Great questions!  Please forgive any spelling errors in what follows - I am a horrible speller and do not know how to spell check in a notebook - but I think its the best way to answer your questions (especially the first one).

# First question

To your first question (I am paraphrasing)

>In Chap 4, you refer to $\text{log}(1 + e^{-s})$
as softmax function throughout. Isn't this the soft
plus function? Isn't the softmax $\frac{e^{s_{i}}}{\sum e_{j}}$
?
Just clarifying.


In short - you can find the answers to these questions in Section 4.1.2 - titled “the softmax cost function” - and Section 4.4.2 - titled “the multiclass softmax function” - of the Chapter 4 of the book.
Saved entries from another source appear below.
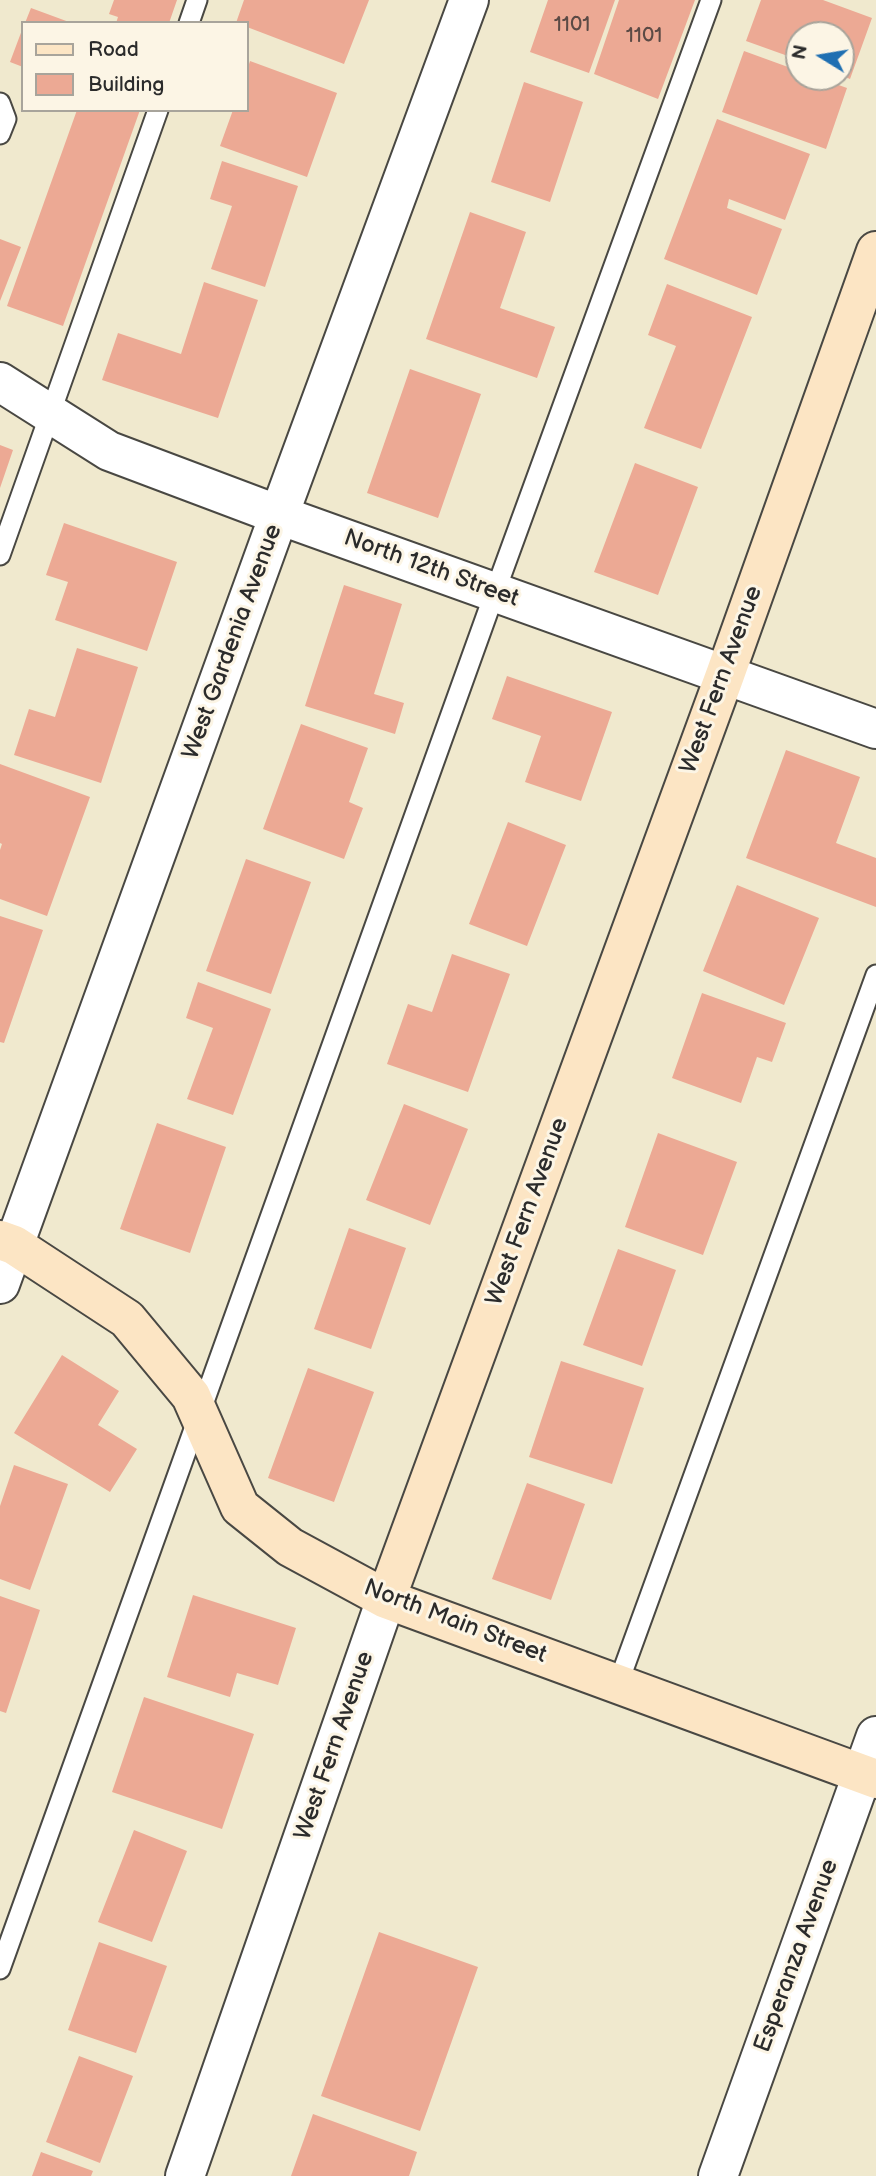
<!DOCTYPE html>
<style>
body{margin:0}
#map{position:relative;width:876px;height:2176px;overflow:hidden;background:#f0e9ce;font-family:"Balsamiq Sans",sans-serif}
canvas{display:block}
.legend{position:absolute;left:21px;top:21px;width:228px;height:91px;box-sizing:border-box;background:#fcf5e5;border:2px solid #a8a49b;margin:0;padding:9px 12px;list-style:none;font-size:21px;color:#2b2b2b}
.legend li{display:flex;align-items:center;gap:14px;height:35px}
.legend b{width:35px;border:2px solid #a8a49b}
.north{position:absolute;left:785px;top:21px;width:70px;height:70px;box-sizing:border-box;background:#fcf5e5;border:2px solid #a8a49b;border-radius:50%;rotate:281deg;font-size:19px;font-weight:700;line-height:28px;text-align:center;color:#2b2b2b}
.north::after{content:'';display:block;margin:auto;width:24px;height:32px;background:#1f6fb2;clip-path:polygon(50% 0,100% 100%,50% 72%,0 100%)}
</style>
<div id="map">
<canvas width="876" height="2176"></canvas>
<ul class="legend">
<li><b style="height:9px;background:#fce5c4"></b>Road</li>
<li><b style="height:19px;background:#eca994"></b>Building</li>
</ul>
<div class="north">N</div>
</div>
<script>
const c = document.querySelector('canvas').getContext('2d');
c.lineJoin = 'round';
function fillPath(path, color) {
  c.fillStyle = color;
  c.fill(path, 'evenodd');
}
function shape(rows) {
  const path = new Path2D();
  for (const r of rows) {
    path.moveTo(r[0], r[1]);
    for (let i = 2; i < r.length; i += 2) path.lineTo(r[i], r[i + 1]);
  }
  return path;
}
function trace(path, color, width, dash) {
  c.strokeStyle = color;
  c.lineWidth = width;
  c.lineCap = dash ? 'butt' : 'round';
  c.setLineDash(dash || []);
  c.stroke(path);
}
function write(font, color, halo, rows, align = 'center') {
  c.font = font + ' "Balsamiq Sans",sans-serif';
  c.lineWidth = 6;
  c.setLineDash([]);
  c.textBaseline = 'middle';
  c.strokeStyle = halo;
  c.fillStyle = color;
  for (const [text, x, y, turn = 0] of rows) {
    c.save();
    c.translate(x, y);
    c.rotate((+turn || 0) * Math.PI / 180);
    c.textAlign = isNaN(turn) ? turn : align;
    if (halo) c.strokeText(text, 0, 0);
    c.fillText(text, 0, 0);
    c.restore();
  }
}
fillPath(shape([
 [114,0,177,0,169,23,116,23,118,17,109,14],
 [244,0,369,0,344,64,247,27,247,23,236,23],
 [548,0,615,0,589,73,530,52],
 [619,0,695,0,658,99,594,74],
 [761,0,823,0,872,18,850,79,841,75,841,35,799,35,799,60,746,41],
 [31,8,69,22,69,23,25,23],
 [22,30,23,30,23,67,10,62],
 [744,51,799,71,799,77,816,77,847,88,826,149,722,112],
 [250,61,337,93,307,177,220,146,233,110,247,110,247,70],
 [524,82,583,102,550,202,491,182],
 [77,110,140,110,63,326,7,306],
 [717,119,810,154,785,220,729,199,727,208,782,229,757,295,664,259],
 [222,161,298,186,265,287,211,269,232,206,210,199],
 [470,212,526,232,500,308,555,327,537,378,426,339],
 [0,239,21,247,0,301],
 [204,282,258,300,218,418,102,380,118,333,181,354],
 [667,284,752,317,701,449,644,428,676,346,648,335],
 [410,369,481,394,438,518,367,493],
 [0,445,13,450,0,488],
 [635,463,698,487,658,595,594,572],
 [64,523,177,562,147,651,55,620,68,582,46,575],
 [344,585,402,604,374,694,404,703,395,734,305,706],
 [77,648,138,667,101,783,14,755,29,709,55,717],
 [507,676,612,712,581,801,525,782,541,736,492,719],
 [301,724,368,748,349,802,363,808,344,859,263,829],
 [786,750,860,777,836,843,876,858,876,907,746,858],
 [0,764,90,797,47,916,0,899,0,850,2,844,0,843],
 [508,822,566,845,527,946,469,924],
 [246,859,311,882,271,994,206,971],
 [737,885,819,918,784,1005,703,971],
 [0,916,43,930,4,1043,0,1042],
 [452,954,510,974,468,1092,387,1064,408,1004,432,1012],
 [198,982,271,1009,233,1115,187,1099,213,1028,186,1018],
 [702,993,786,1023,772,1062,757,1057,741,1103,672,1078],
 [404,1104,468,1129,430,1225,366,1200],
 [157,1123,226,1147,190,1253,120,1229],
 [658,1133,737,1162,703,1255,625,1227],
 [349,1228,406,1248,371,1349,314,1329],
 [618,1249,676,1270,642,1366,583,1345],
 [62,1355,119,1391,98,1425,137,1449,110,1492,14,1433],
 [561,1361,644,1388,612,1484,529,1457],
 [308,1368,374,1392,334,1502,268,1478],
 [14,1465,68,1484,30,1590,0,1579,0,1506],
 [527,1483,585,1504,551,1600,492,1579],
 [193,1595,296,1628,278,1685,237,1673,230,1697,167,1677],
 [0,1596,40,1610,6,1713,0,1711],
 [144,1697,254,1734,222,1829,112,1792],
 [134,1830,187,1851,152,1942,98,1922],
 [379,1932,478,1967,420,2131,321,2096],
 [99,1942,167,1966,136,2053,68,2030],
 [79,2056,133,2076,100,2163,46,2142],
 [313,2114,417,2152,409,2176,291,2176],
 [41,2152,93,2171,91,2176,32,2176]
]), '#eca994');
const lane = shape([
 [189,23,197,0],
 [0,103,6,119,0,134],
 [0,555,158,110],
 [618,1684,876,975],
 [0,1969,495,592,711,0]
]);
const street = shape([
 [0,382,109,451,279,515,876,729],
 [0,1284,279,515,469,0],
 [185,2176,386,1599],
 [718,2176,876,1736]
]);
const secondary = shape([
 [0,1240,14,1245,127,1319,191,1396,240,1507,290,1547,386,1599,876,1779],
 [386,1599,725,675,876,251]
]);
trace(lane, '#494843', 23);
trace(street, '#494843', 42);
trace(secondary, '#494843', 42);
trace(lane, '#fff', 19);
trace(street, '#fff', 38);
trace(secondary, '#fce5c4', 38);
write('21px', '#5b4a45', null, [
 ["1101",572,26],
 ["1101",644,37]
]);
write('24px', '#2b2b2b', '#fcf5e5', [
 ["North 12th Street",431,569,20],
 ["West Gardenia Avenue",233,642,-70],
 ["West Fern Avenue",722,680,-70],
 ["West Fern Avenue",528,1212,-70],
 ["North Main Street",455,1622,21],
 ["West Fern Avenue",335,1746,-71],
 ["Esperanza Avenue",797,1956,-70]
]);
</script>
I will repeat some of this material here, but will expand on it with some demonstrations and little informal discussion about (unfortunate) naming conventions in machine learning (all areas of science suffer from this problem ,and machine learning is no exception).

-----
## What is the softmax function? 

So lets tackle the first part of your question: "In Chap 4, you refer to $\text{log}(1 + e^{-s})$
as softmax function throughout. Isn't this the soft
plus function?"


The confusion here is due to - in short - jargon.  First, people often call this function


$g(s) = \text{log}(1 + e^{-s})$


the softmax function or the softplus function.  So you can use either in good company and not be worried.  We prefer the name softmax for a good reason -  because this name is purposeful, it points to the (often unkown) nature of the softmax function, that it is a smoothly differentiable approximation of the 'max' function.  Hence the name 'soft' max - its a softer (smoother) version of the max function.  In this case the maximum of 0 and $s$


$h(s) =\text{max}\left(0,s\right)$


Here 'max' is short for 'maximum'.  $\text{max}(0,1) = 1$, $\text{max}(0,-1) = 0$, etc.,

In other words: for a good range of $s$ you have that $g(s)\approx h(s)$, or equivalently $\text{log}\left(1+e^{-s}\right)\approx\text{max}\left(0,s\right)$.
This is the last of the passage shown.